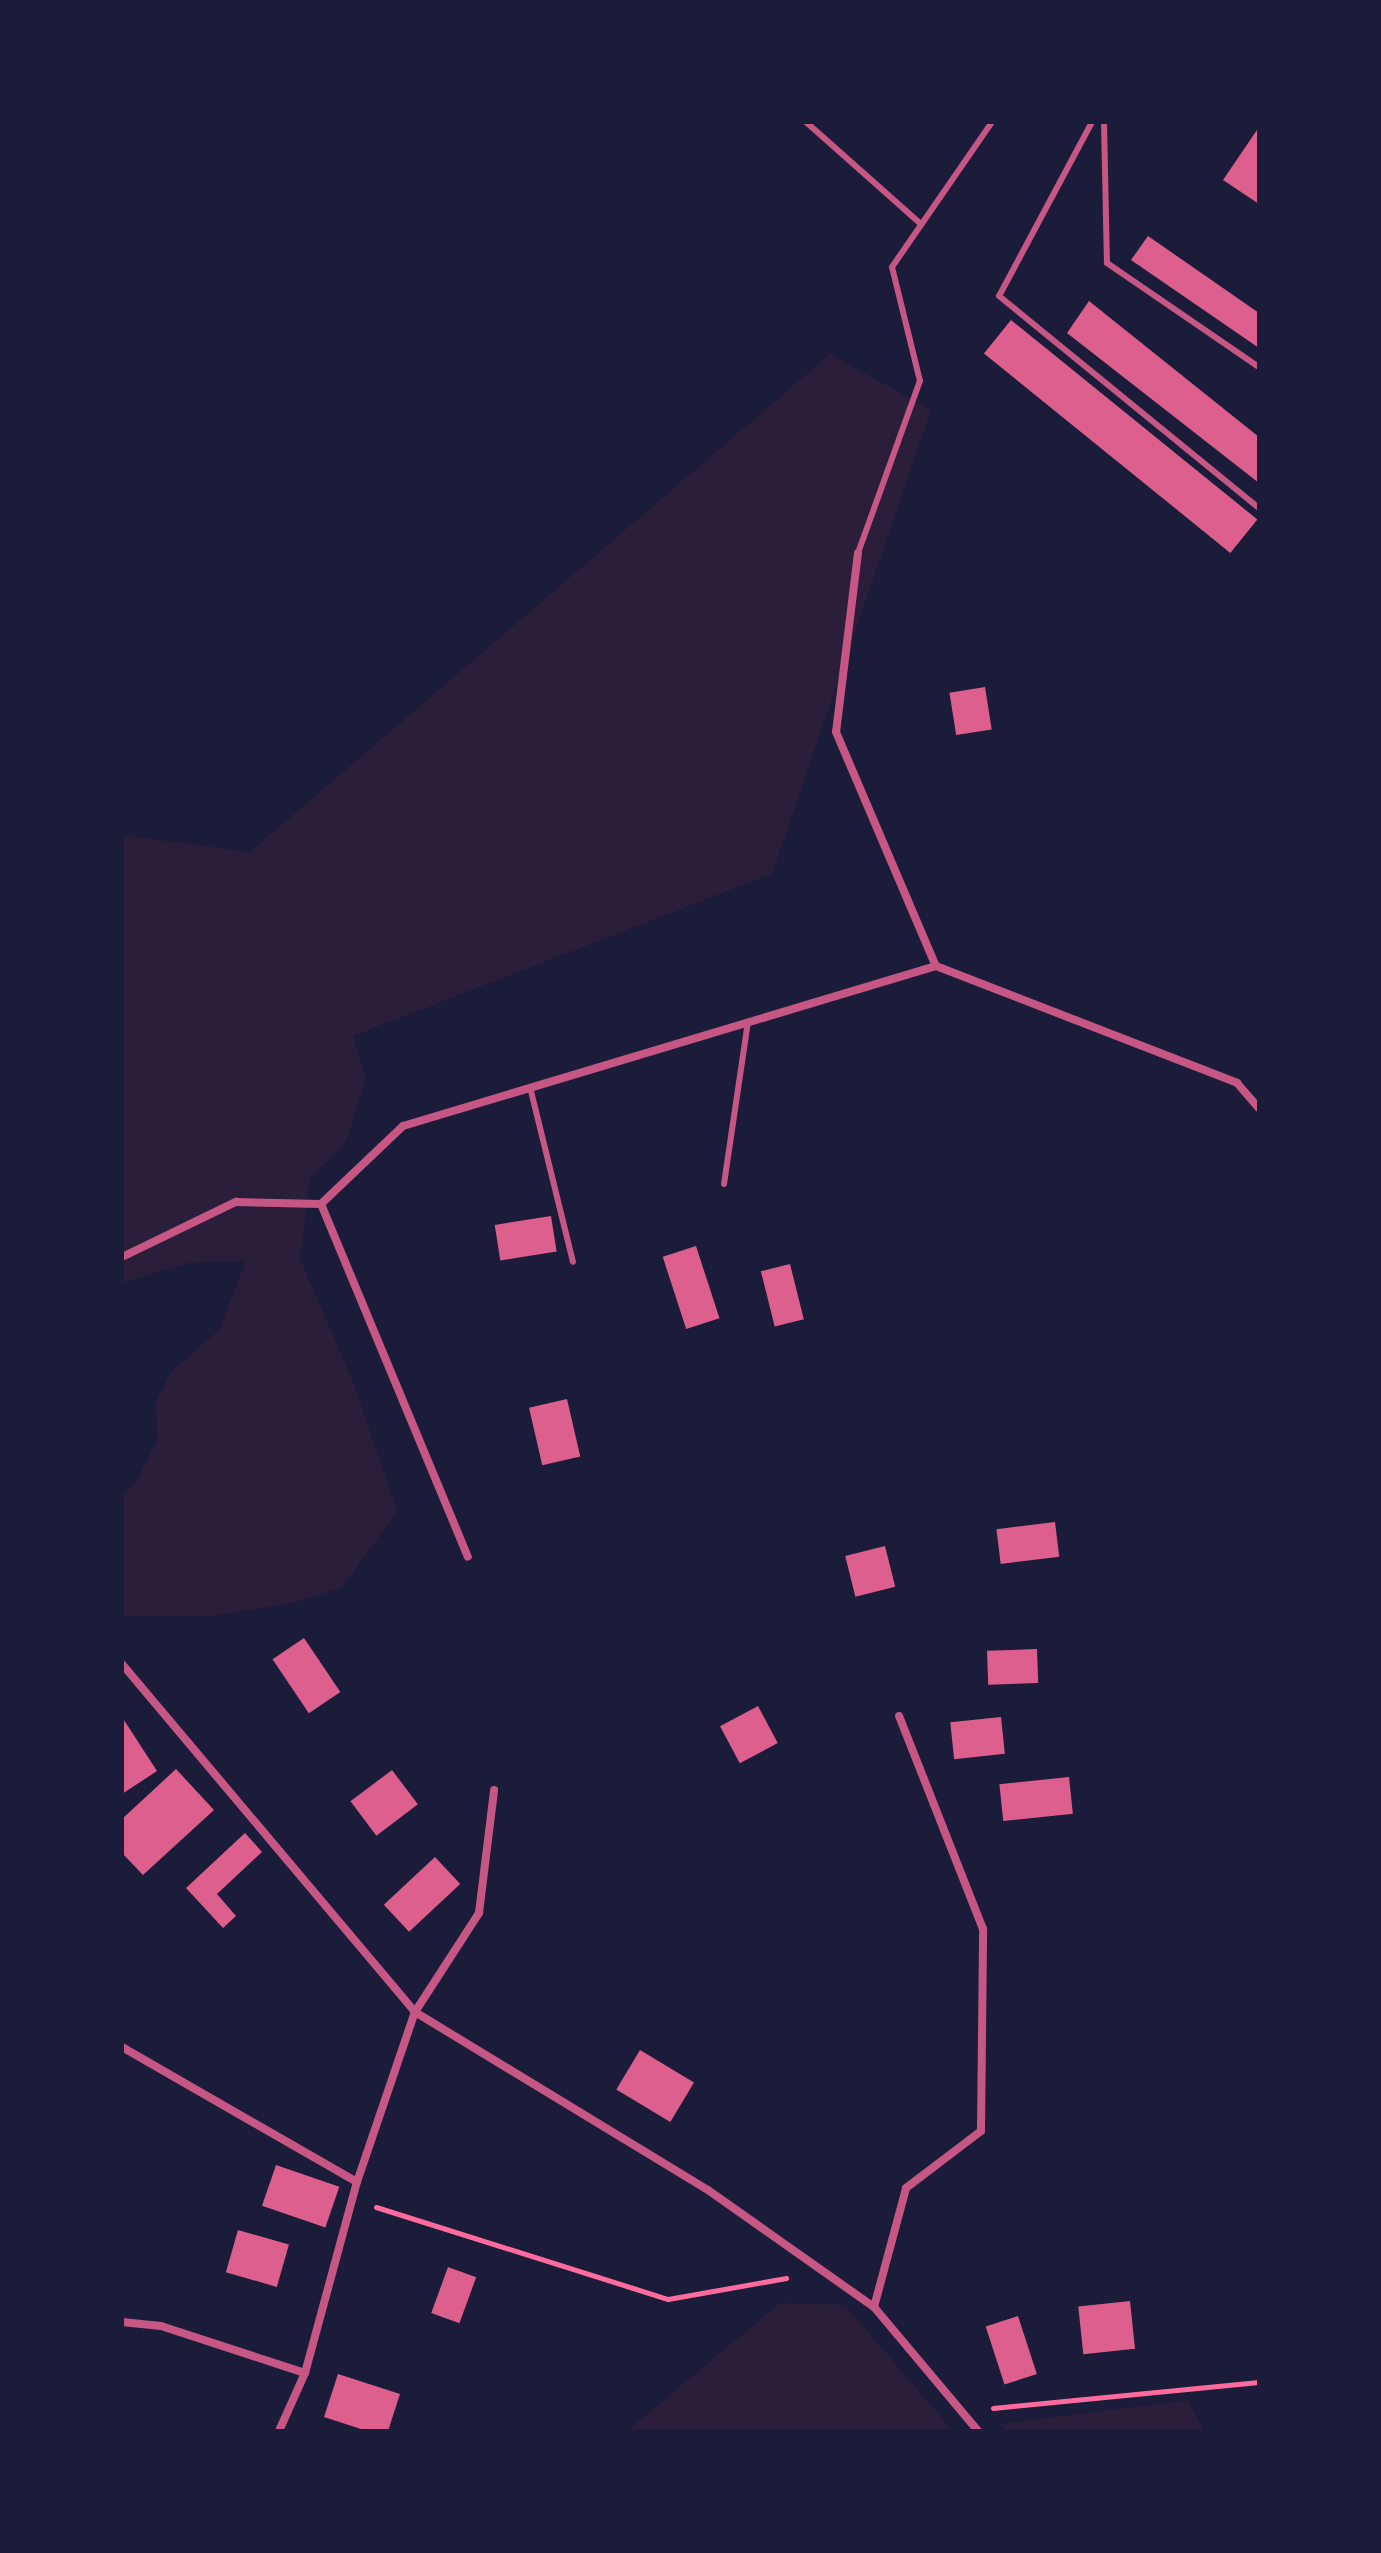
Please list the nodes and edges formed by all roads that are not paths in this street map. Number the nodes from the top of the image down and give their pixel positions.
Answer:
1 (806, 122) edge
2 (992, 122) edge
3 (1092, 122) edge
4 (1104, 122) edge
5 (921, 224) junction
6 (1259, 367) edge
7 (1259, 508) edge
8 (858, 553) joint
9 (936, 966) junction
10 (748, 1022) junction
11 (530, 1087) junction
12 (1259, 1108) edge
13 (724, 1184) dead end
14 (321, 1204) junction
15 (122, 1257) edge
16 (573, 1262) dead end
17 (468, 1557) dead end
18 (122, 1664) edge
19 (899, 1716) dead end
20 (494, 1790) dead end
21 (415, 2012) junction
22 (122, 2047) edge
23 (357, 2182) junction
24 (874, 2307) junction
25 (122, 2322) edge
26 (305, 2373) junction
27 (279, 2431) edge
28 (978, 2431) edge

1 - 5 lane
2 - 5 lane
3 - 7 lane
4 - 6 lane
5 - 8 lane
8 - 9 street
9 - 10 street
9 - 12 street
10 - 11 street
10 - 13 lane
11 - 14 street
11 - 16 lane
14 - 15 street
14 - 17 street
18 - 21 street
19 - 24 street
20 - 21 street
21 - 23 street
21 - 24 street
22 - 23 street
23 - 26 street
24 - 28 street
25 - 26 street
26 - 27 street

### Task brief
Report only the number of lines in the listing that contain the word "lane".

### Task result
7